▶ **Requirement**
How many lines of the data hold the word "family"? State the number and nothing else.

+ + + + +

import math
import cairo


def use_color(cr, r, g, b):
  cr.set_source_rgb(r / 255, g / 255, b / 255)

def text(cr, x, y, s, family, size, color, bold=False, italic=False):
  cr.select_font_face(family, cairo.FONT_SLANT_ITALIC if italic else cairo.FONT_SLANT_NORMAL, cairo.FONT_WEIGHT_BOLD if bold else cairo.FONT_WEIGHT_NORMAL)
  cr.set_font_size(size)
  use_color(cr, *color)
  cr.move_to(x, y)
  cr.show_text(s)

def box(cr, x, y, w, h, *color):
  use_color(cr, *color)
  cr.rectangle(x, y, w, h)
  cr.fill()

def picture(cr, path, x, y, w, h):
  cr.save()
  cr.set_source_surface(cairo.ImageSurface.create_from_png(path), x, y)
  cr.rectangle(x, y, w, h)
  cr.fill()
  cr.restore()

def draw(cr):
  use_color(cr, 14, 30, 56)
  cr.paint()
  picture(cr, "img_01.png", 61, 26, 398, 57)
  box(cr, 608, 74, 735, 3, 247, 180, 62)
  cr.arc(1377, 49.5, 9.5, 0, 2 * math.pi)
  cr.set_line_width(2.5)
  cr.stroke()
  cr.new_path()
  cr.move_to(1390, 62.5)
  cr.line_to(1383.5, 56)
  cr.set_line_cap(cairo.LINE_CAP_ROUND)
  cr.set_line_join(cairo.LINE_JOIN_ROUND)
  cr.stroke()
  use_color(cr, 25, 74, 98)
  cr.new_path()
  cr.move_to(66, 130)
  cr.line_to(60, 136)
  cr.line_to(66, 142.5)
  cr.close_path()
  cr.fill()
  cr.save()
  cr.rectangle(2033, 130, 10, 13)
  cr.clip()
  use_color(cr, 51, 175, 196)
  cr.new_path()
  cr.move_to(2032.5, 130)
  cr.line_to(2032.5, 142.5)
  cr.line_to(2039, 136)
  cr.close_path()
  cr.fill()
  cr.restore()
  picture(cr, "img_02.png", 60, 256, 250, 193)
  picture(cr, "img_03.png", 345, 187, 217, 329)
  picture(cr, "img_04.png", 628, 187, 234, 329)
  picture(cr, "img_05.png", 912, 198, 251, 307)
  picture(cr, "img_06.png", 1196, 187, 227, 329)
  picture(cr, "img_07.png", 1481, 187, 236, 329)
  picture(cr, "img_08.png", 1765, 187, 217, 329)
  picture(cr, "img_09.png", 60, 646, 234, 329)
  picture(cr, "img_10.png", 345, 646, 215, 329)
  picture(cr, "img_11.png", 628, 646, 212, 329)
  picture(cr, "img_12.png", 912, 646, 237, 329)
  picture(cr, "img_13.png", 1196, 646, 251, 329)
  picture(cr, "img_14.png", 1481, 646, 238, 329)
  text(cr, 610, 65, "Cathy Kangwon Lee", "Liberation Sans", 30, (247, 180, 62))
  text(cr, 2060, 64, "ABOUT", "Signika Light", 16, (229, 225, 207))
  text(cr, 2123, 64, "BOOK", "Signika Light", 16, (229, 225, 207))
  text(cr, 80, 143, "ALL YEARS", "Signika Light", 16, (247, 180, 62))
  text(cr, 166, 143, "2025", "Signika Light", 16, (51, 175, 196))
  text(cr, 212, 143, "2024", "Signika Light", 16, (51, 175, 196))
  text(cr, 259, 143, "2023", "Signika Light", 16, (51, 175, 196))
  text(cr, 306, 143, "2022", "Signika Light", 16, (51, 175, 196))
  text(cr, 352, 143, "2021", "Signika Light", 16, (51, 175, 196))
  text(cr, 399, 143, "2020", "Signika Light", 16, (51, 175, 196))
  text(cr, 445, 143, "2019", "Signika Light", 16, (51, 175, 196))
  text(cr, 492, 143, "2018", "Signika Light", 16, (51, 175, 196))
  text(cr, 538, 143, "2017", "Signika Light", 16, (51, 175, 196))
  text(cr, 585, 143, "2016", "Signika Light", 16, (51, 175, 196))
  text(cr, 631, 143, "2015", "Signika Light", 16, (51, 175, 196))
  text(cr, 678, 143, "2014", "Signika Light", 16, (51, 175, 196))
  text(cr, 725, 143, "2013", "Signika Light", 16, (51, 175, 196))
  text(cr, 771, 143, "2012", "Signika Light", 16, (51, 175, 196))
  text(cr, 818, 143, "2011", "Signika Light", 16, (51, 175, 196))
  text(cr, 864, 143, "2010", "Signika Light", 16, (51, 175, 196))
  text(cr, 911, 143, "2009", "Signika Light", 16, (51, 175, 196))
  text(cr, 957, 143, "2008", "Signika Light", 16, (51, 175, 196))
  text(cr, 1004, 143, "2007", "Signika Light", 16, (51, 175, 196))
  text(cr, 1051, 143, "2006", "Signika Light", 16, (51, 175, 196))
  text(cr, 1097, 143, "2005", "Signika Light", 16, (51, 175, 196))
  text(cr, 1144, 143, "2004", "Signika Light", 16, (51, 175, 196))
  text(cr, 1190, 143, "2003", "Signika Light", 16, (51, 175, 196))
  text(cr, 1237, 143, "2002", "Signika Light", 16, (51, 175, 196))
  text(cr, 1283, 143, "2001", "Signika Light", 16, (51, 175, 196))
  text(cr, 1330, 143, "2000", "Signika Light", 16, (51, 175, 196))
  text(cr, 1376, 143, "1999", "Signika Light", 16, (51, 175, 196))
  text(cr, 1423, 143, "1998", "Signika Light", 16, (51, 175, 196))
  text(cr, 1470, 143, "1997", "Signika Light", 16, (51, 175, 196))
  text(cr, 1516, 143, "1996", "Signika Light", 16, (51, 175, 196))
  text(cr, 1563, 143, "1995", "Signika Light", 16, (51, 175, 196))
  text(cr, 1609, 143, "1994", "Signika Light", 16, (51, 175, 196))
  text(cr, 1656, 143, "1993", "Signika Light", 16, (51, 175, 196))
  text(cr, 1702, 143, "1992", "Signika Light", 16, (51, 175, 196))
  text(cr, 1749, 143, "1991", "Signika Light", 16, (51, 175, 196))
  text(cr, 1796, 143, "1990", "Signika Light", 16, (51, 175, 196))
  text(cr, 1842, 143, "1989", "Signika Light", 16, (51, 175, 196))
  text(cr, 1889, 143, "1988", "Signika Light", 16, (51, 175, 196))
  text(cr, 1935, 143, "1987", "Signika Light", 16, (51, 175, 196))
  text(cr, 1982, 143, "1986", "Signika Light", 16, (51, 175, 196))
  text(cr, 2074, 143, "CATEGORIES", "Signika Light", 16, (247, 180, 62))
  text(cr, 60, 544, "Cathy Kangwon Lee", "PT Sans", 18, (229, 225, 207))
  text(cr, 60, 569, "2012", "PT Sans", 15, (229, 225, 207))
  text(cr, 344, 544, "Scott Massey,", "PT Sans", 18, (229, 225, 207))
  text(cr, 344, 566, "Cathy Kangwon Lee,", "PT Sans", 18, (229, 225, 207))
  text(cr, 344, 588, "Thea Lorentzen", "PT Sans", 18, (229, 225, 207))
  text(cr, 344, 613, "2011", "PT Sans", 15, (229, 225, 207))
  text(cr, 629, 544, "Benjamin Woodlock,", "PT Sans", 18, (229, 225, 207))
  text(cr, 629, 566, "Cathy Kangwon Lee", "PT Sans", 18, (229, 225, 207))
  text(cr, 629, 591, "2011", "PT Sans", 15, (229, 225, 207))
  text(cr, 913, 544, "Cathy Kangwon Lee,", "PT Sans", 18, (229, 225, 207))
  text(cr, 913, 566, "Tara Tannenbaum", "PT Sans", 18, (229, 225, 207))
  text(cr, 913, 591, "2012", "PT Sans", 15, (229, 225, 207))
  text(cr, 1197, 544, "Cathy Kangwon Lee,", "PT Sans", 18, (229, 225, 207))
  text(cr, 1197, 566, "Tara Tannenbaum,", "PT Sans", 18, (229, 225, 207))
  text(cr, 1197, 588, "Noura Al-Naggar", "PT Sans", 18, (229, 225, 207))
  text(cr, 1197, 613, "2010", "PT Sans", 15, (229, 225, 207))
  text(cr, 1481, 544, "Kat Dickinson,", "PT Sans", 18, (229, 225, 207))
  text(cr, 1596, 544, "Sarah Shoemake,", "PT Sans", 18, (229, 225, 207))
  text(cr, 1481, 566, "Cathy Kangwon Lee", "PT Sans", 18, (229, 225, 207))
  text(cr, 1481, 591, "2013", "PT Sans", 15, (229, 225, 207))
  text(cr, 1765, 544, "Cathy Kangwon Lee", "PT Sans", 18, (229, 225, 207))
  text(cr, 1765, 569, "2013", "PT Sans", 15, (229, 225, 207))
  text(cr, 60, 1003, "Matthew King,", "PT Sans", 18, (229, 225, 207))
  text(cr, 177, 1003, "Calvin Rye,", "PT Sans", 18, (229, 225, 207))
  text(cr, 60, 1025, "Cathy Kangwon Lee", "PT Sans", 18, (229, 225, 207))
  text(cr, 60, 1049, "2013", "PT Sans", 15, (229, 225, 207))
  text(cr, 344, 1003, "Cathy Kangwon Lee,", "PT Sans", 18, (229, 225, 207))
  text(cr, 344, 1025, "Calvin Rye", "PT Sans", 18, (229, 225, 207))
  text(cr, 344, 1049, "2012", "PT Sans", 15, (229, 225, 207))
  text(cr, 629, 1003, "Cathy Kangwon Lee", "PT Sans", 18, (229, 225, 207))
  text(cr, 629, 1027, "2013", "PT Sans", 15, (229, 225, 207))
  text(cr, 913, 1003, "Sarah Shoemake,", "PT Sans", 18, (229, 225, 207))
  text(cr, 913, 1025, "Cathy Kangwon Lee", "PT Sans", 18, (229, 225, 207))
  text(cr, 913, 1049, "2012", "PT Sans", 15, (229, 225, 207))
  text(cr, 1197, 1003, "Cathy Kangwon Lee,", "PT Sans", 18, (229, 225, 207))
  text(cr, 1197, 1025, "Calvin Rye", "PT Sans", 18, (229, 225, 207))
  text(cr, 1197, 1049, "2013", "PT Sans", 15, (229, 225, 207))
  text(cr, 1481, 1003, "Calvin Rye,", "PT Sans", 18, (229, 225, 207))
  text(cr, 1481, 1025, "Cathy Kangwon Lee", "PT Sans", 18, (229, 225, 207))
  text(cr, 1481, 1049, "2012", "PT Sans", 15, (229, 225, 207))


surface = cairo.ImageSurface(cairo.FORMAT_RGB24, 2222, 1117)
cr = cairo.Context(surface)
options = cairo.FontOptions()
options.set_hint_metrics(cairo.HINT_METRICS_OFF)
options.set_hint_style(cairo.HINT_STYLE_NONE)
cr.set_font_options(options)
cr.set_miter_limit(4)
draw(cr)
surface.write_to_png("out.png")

+ + + + +

▶ **Expected answer**
2